Are there any good places to snowboard that would make a good day trip from New York City? I've already been to Hunter and Windham, and wasn't too impressed. I know the best powder is in Vermont, but want to see if there any options for an all-day setup for a Saturday or Sunday. Any opinions?


----------



## SpAcEmAn SpLiFF (Dec 18, 2007)

C Devin said:


> Are there any good places to snowboard that would make a good day trip from New York City? I've already been to Hunter and Windham, and wasn't too impressed. I know the best powder is in Vermont, but want to see if there any options for an all-day setup for a Saturday or Sunday. Any opinions?

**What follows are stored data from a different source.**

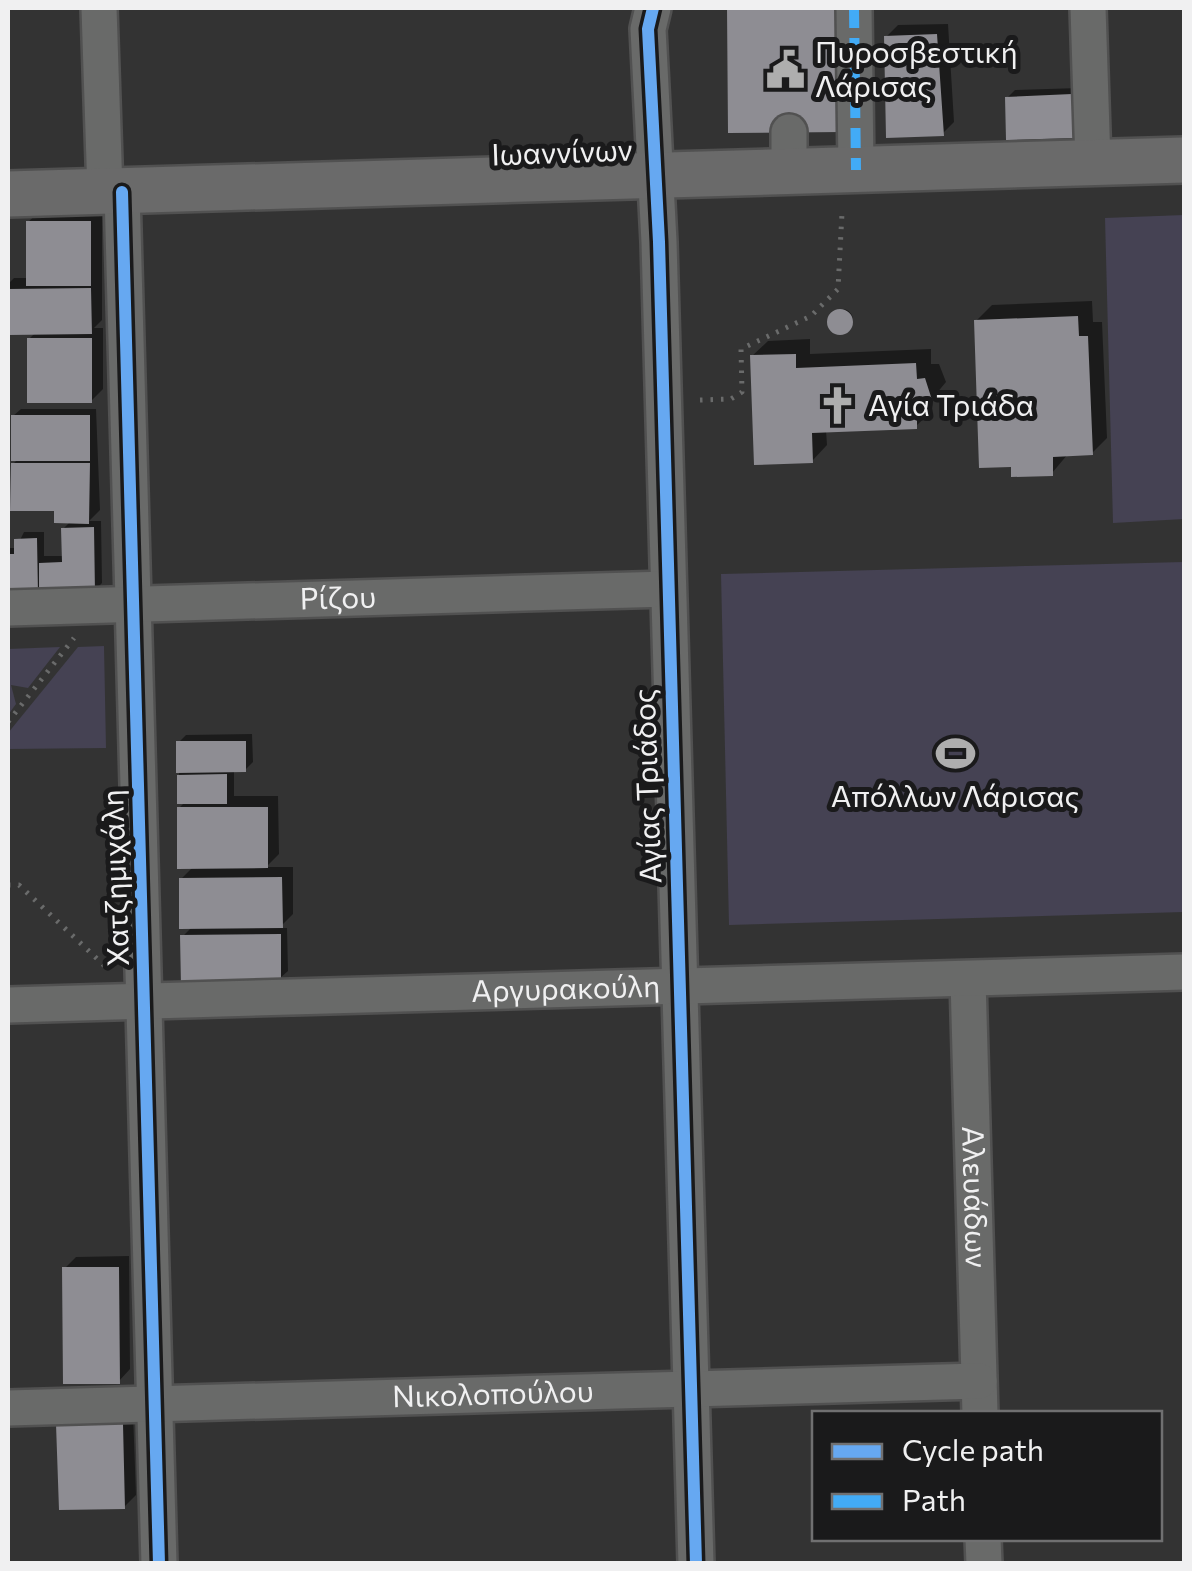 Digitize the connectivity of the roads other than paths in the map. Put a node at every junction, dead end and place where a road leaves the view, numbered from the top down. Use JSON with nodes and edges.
{"nodes":[{"id":1,"x":99,"y":8,"type":"edge"},
{"id":2,"x":653,"y":8,"type":"edge"},
{"id":3,"x":854,"y":8,"type":"edge"},
{"id":4,"x":1088,"y":8,"type":"edge"},
{"id":5,"x":1184,"y":160,"type":"edge"},
{"id":6,"x":1092,"y":163,"type":"junction"},
{"id":7,"x":856,"y":170,"type":"junction"},
{"id":8,"x":656,"y":176,"type":"junction"},
{"id":9,"x":114,"y":192,"type":"junction"},
{"id":10,"x":8,"y":194,"type":"edge"},
{"id":11,"x":668,"y":589,"type":"junction"},
{"id":12,"x":119,"y":604,"type":"junction"},
{"id":13,"x":8,"y":608,"type":"edge"},
{"id":14,"x":1184,"y":972,"type":"edge"},
{"id":15,"x":968,"y":979,"type":"junction"},
{"id":16,"x":679,"y":987,"type":"junction"},
{"id":17,"x":145,"y":1002,"type":"junction"},
{"id":18,"x":8,"y":1005,"type":"edge"},
{"id":19,"x":692,"y":1389,"type":"junction"},
{"id":20,"x":979,"y":1397,"type":"edge"},
{"id":21,"x":156,"y":1404,"type":"junction"},
{"id":22,"x":8,"y":1408,"type":"edge"},
{"id":23,"x":159,"y":1564,"type":"edge"},
{"id":24,"x":696,"y":1564,"type":"edge"}],
"edges":[{"from":1,"to":9,"type":"street","name":"Χατζημιχάλη"},
{"from":2,"to":8,"type":"street","name":"Αγίας Τριάδος"},
{"from":3,"to":7,"type":"street"},
{"from":4,"to":6,"type":"street"},
{"from":5,"to":6,"type":"main road","name":"Ιωαννίνων"},
{"from":6,"to":7,"type":"main road","name":"Ιωαννίνων"},
{"from":7,"to":8,"type":"main road","name":"Ιωαννίνων"},
{"from":8,"to":9,"type":"main road","name":"Ιωαννίνων"},
{"from":8,"to":11,"type":"street","name":"Αγίας Τριάδος"},
{"from":9,"to":10,"type":"main road","name":"Ιωαννίνων"},
{"from":9,"to":12,"type":"street","name":"Χατζημιχάλη"},
{"from":11,"to":12,"type":"street","name":"Ρίζου"},
{"from":11,"to":16,"type":"street","name":"Αγίας Τριάδος"},
{"from":12,"to":13,"type":"street","name":"Ρίζου"},
{"from":12,"to":17,"type":"street","name":"Χατζημιχάλη"},
{"from":14,"to":15,"type":"street","name":"Αργυρακούλη"},
{"from":15,"to":16,"type":"street","name":"Αργυρακούλη"},
{"from":15,"to":20,"type":"street","name":"Αλευάδων"},
{"from":16,"to":17,"type":"street","name":"Αργυρακούλη"},
{"from":16,"to":19,"type":"street","name":"Αγίας Τριάδος"},
{"from":17,"to":18,"type":"street","name":"Αργυρακούλη"},
{"from":17,"to":21,"type":"street","name":"Χατζημιχάλη"},
{"from":19,"to":20,"type":"street","name":"Νικολοπούλου"},
{"from":19,"to":21,"type":"street","name":"Νικολοπούλου"},
{"from":19,"to":24,"type":"street","name":"Αγίας Τριάδος"},
{"from":21,"to":22,"type":"street","name":"Νικολοπούλου"},
{"from":21,"to":23,"type":"street","name":"Χατζημιχάλη"}]} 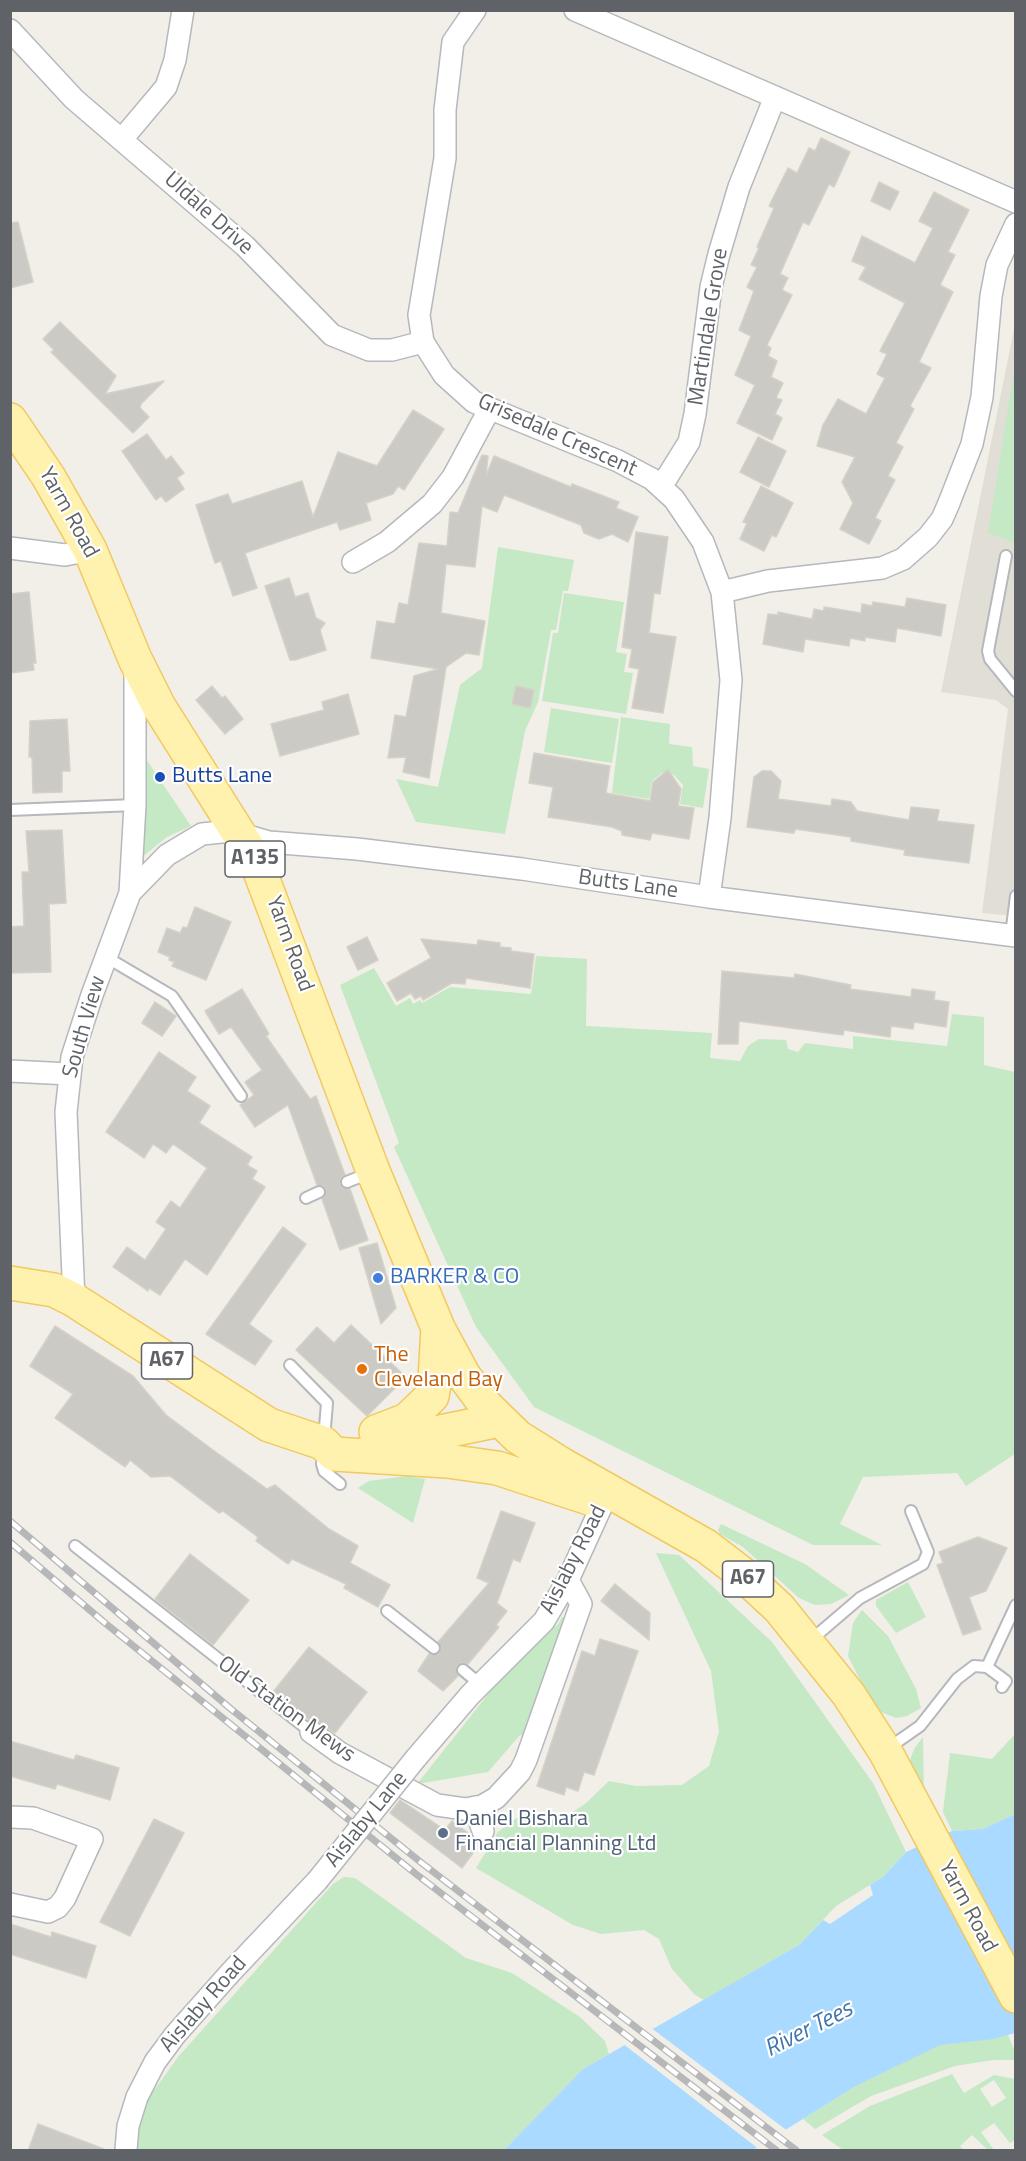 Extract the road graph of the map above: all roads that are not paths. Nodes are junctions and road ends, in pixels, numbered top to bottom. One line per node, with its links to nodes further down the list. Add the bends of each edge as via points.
1 (183, 10): 6 (street, via 170,78)
2 (475, 10): 9 (street, Grisedale Crescent, via 453,42 445,110 445,158 419,315)
3 (575, 10): 5 (street)
4 (10, 30): 6 (street, Uldale Drive, via 74,99)
5 (775, 97): 7 (street); 12 (street, Martindale Grove, via 739,188 719,254 689,442)
6 (123, 138): 9 (street, Uldale Drive, via 245,246 332,335 369,350 392,350)
7 (1016, 202)
8 (1016, 224): 17 (street, via 997,265 990,296 985,368 972,444 950,503 928,537 903,559 882,568 768,581)
9 (423, 342): 10 (street, Grisedale Crescent, via 444,375)
10 (489, 410): 12 (street, Grisedale Crescent, via 618,461); 16 (street, via 462,462 432,504 387,542)
11 (10, 420): 14 (main road, Yarm Road / A135, via 48,476)
12 (661, 487): 17 (street, Grisedale Crescent, via 695,527)
13 (10, 548): 14 (street, via 65,555)
14 (90, 550): 18 (main road, Yarm Road / A135)
15 (1006, 556): 19 (lane, via 988,651)
16 (353, 562)
17 (722, 592): 25 (street, Grisedale Crescent, via 731,681)
18 (135, 659): 20 (street); 22 (main road, Yarm Road / A135, via 158,705)
19 (1016, 691)
20 (135, 806): 21 (lane); 23 (street)
21 (10, 810)
22 (241, 833): 23 (street, South View, via 214,831 191,839 167,855); 25 (street, Butts Lane, via 269,842 522,869); 35 (main road, Yarm Road / A135, via 268,888 360,1177)
23 (130, 893): 27 (street, South View)
24 (1016, 896): 26 (lane)
25 (709, 897): 26 (street, Butts Lane)
26 (1013, 935)
27 (106, 957): 29 (street, South View); 30 (lane, via 172,996)
28 (10, 1071): 29 (street)
29 (69, 1074): 34 (street, South View, via 66,1106)
30 (241, 1096)
31 (319, 1192): 32 (lane)
32 (306, 1198)
33 (10, 1283): 34 (main road, A67, via 54,1290)
34 (74, 1300): 39 (main road, A67, via 269,1425)
35 (438, 1328): 37 (main road, Yarm Road / A135, via 469,1384); 38 (main road, via 432,1396 407,1420)
36 (290, 1365): 39 (lane, via 327,1403)
37 (500, 1420): 38 (main road, via 411,1438); 41 (main road, A67, via 538,1450)
38 (360, 1436): 39 (main road, via 338,1437)
39 (324, 1443): 40 (lane, via 324,1471); 41 (main road, A67, via 334,1454 497,1468 591,1499)
40 (340, 1484)
41 (608, 1492): 44 (street, Aislaby Road); 47 (main road, A67, via 706,1546 779,1608)
42 (912, 1511): 47 (lane, via 928,1552 923,1564 860,1598)
43 (75, 1546): 53 (lane, Old Station Mews)
44 (568, 1580): 51 (street, Aislaby Road, via 544,1621); 56 (street, via 581,1604 526,1760 496,1798)
45 (1016, 1605): 49 (lane)
46 (387, 1611): 48 (lane)
47 (808, 1642): 54 (main road, A67)
48 (434, 1648)
49 (987, 1667): 52 (lane, via 1006,1681); 54 (lane, via 974,1666 957,1679 920,1726)
50 (463, 1670): 51 (lane)
51 (481, 1685): 55 (street, Aislaby Road)
52 (1002, 1687)
53 (311, 1732): 56 (street, Old Station Mews, via 423,1800 452,1808)
54 (885, 1751): 61 (main road, Yarm Road / A67)
55 (416, 1758): 59 (street, Aislaby Lane, bridge)
56 (475, 1807): 58 (street)
57 (10, 1817): 60 (street, via 33,1818 92,1839 58,1907 48,1912)
58 (483, 1831)
59 (317, 1881): 62 (street, Aislaby Road, via 231,1972 155,2062 137,2097 128,2126)
60 (10, 1904)
61 (1016, 1996)
62 (126, 2151) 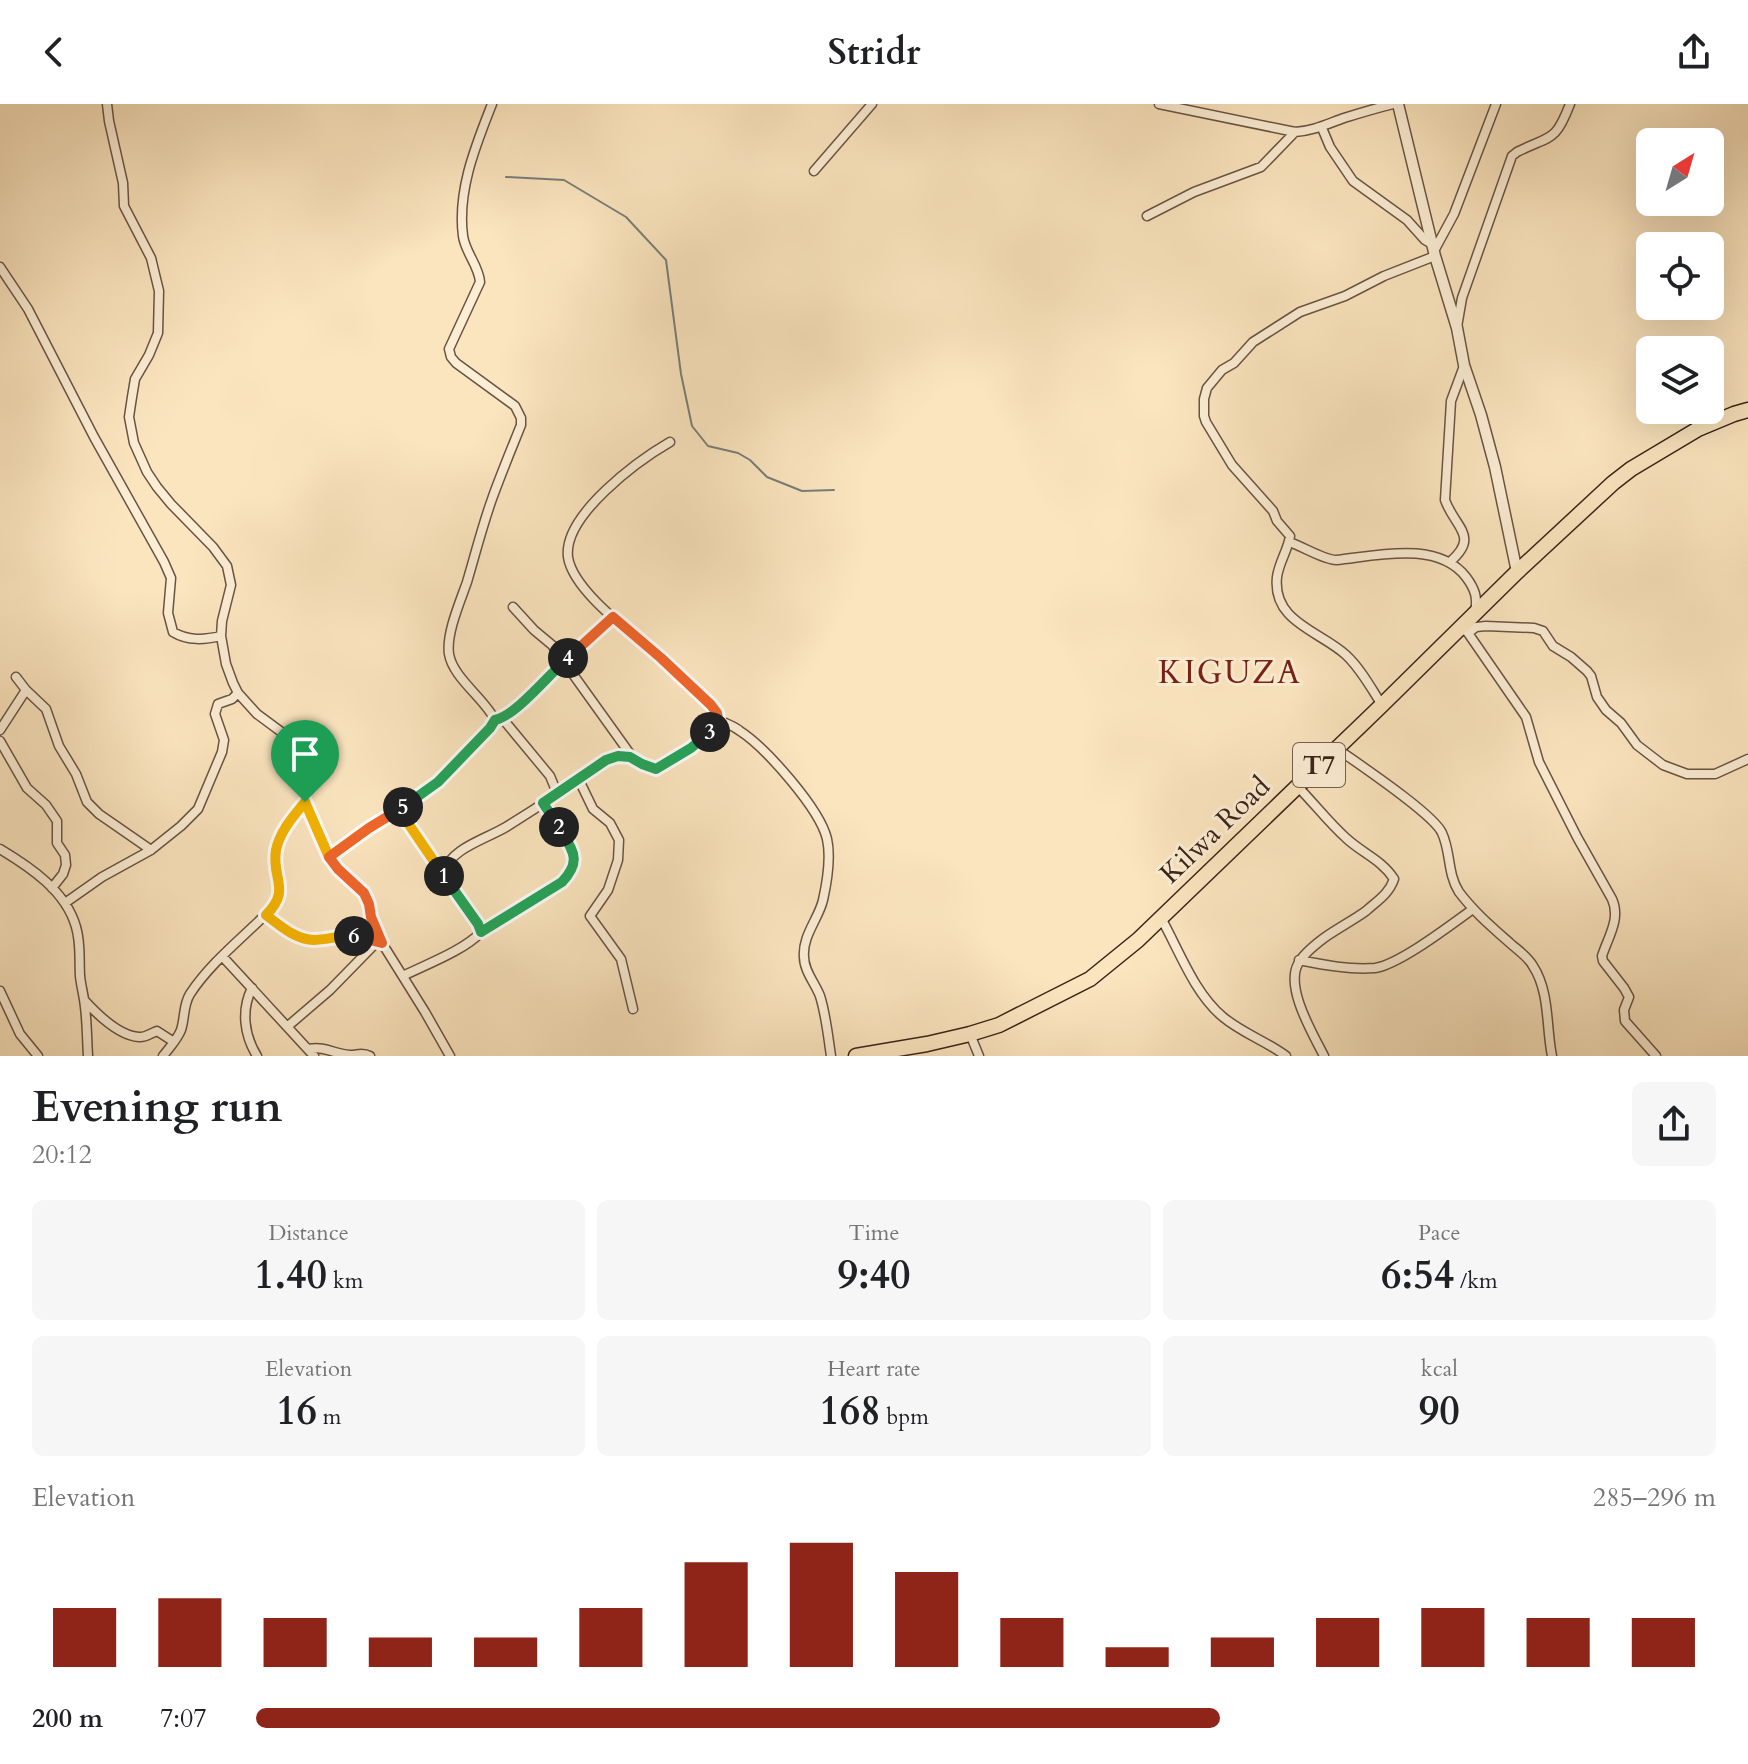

nah you got it about right. hunter, wyndham, theres also camelback and mountain creek for short day trips. vermont is about the best you can get for a new yorker, but its far enough that most of us dont want to make it just a day trip.

i know theres a shuttle bus that runs from nyc all the way to vermont (i think mount snow or stratton; not sure). its run by emilios ski shop in forest hills, queens and its cheap as hell (i think its about 15-20 bucks). you have to wake up real early though; the bus leaves at like 5am


----------



## NYCboarder (Jan 26, 2008)

hunter opens saturday!


----------



## Guest (Nov 20, 2008)

Hunter and Windham are your best bets... yup. You can try Belleayre too, I really like that place; it's a little bit more low-key.

I used to have a season pass to both MC (2 years ago) and Camelback (last year). If I had to choose again, I'd go MC because of proximity. Camelback I would avoid unless you are going on a weekday.


----------



## Guest (Nov 24, 2008)

Stratton isn't a bad day trip if you have an extra driver for the ride home. I Haven't tried any of the other spots in southern Vermont. Otherwise your limited to the places you mentioned and the Pocono's.


----------



## Guest (Nov 26, 2008)

I'm heading up to Belleayre on friday for opening day, can't wait.


----------



## lisevolution (Sep 20, 2007)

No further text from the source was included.